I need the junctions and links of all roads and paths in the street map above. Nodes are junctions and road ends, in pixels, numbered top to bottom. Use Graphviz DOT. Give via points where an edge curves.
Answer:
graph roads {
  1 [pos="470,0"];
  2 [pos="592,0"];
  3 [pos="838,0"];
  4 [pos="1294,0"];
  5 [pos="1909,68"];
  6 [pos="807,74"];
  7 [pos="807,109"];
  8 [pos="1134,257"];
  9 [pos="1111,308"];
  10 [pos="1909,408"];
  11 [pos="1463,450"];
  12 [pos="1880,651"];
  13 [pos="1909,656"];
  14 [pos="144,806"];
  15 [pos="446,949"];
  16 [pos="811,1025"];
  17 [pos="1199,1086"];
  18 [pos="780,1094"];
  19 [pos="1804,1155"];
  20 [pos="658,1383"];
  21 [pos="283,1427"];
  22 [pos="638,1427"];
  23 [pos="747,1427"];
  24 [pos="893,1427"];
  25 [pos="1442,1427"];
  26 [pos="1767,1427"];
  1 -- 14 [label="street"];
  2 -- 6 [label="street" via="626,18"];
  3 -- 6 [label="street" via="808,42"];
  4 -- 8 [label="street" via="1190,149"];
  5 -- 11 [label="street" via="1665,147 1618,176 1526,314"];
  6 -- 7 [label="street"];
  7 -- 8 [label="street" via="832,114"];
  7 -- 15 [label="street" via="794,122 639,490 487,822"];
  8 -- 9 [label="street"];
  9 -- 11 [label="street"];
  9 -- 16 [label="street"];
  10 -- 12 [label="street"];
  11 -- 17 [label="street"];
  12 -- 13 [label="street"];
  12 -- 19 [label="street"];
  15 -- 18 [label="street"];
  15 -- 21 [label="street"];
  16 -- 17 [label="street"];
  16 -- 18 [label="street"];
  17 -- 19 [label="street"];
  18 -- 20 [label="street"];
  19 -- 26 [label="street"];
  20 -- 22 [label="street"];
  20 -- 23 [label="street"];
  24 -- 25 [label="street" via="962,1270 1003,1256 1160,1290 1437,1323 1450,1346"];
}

What you are asked to do: Copy out the whole listing exactly as written.

Solved problem:
I need the junctions and links of all roads and paths in the street map above. Nodes are junctions and road ends, in pixels, numbered top to bottom. Use Graphviz DOT. Give via points where an edge curves.
Answer:
graph roads {
  1 [pos="470,0"];
  2 [pos="592,0"];
  3 [pos="838,0"];
  4 [pos="1294,0"];
  5 [pos="1909,68"];
  6 [pos="807,74"];
  7 [pos="807,109"];
  8 [pos="1134,257"];
  9 [pos="1111,308"];
  10 [pos="1909,408"];
  11 [pos="1463,450"];
  12 [pos="1880,651"];
  13 [pos="1909,656"];
  14 [pos="144,806"];
  15 [pos="446,949"];
  16 [pos="811,1025"];
  17 [pos="1199,1086"];
  18 [pos="780,1094"];
  19 [pos="1804,1155"];
  20 [pos="658,1383"];
  21 [pos="283,1427"];
  22 [pos="638,1427"];
  23 [pos="747,1427"];
  24 [pos="893,1427"];
  25 [pos="1442,1427"];
  26 [pos="1767,1427"];
  1 -- 14 [label="street"];
  2 -- 6 [label="street" via="626,18"];
  3 -- 6 [label="street" via="808,42"];
  4 -- 8 [label="street" via="1190,149"];
  5 -- 11 [label="street" via="1665,147 1618,176 1526,314"];
  6 -- 7 [label="street"];
  7 -- 8 [label="street" via="832,114"];
  7 -- 15 [label="street" via="794,122 639,490 487,822"];
  8 -- 9 [label="street"];
  9 -- 11 [label="street"];
  9 -- 16 [label="street"];
  10 -- 12 [label="street"];
  11 -- 17 [label="street"];
  12 -- 13 [label="street"];
  12 -- 19 [label="street"];
  15 -- 18 [label="street"];
  15 -- 21 [label="street"];
  16 -- 17 [label="street"];
  16 -- 18 [label="street"];
  17 -- 19 [label="street"];
  18 -- 20 [label="street"];
  19 -- 26 [label="street"];
  20 -- 22 [label="street"];
  20 -- 23 [label="street"];
  24 -- 25 [label="street" via="962,1270 1003,1256 1160,1290 1437,1323 1450,1346"];
}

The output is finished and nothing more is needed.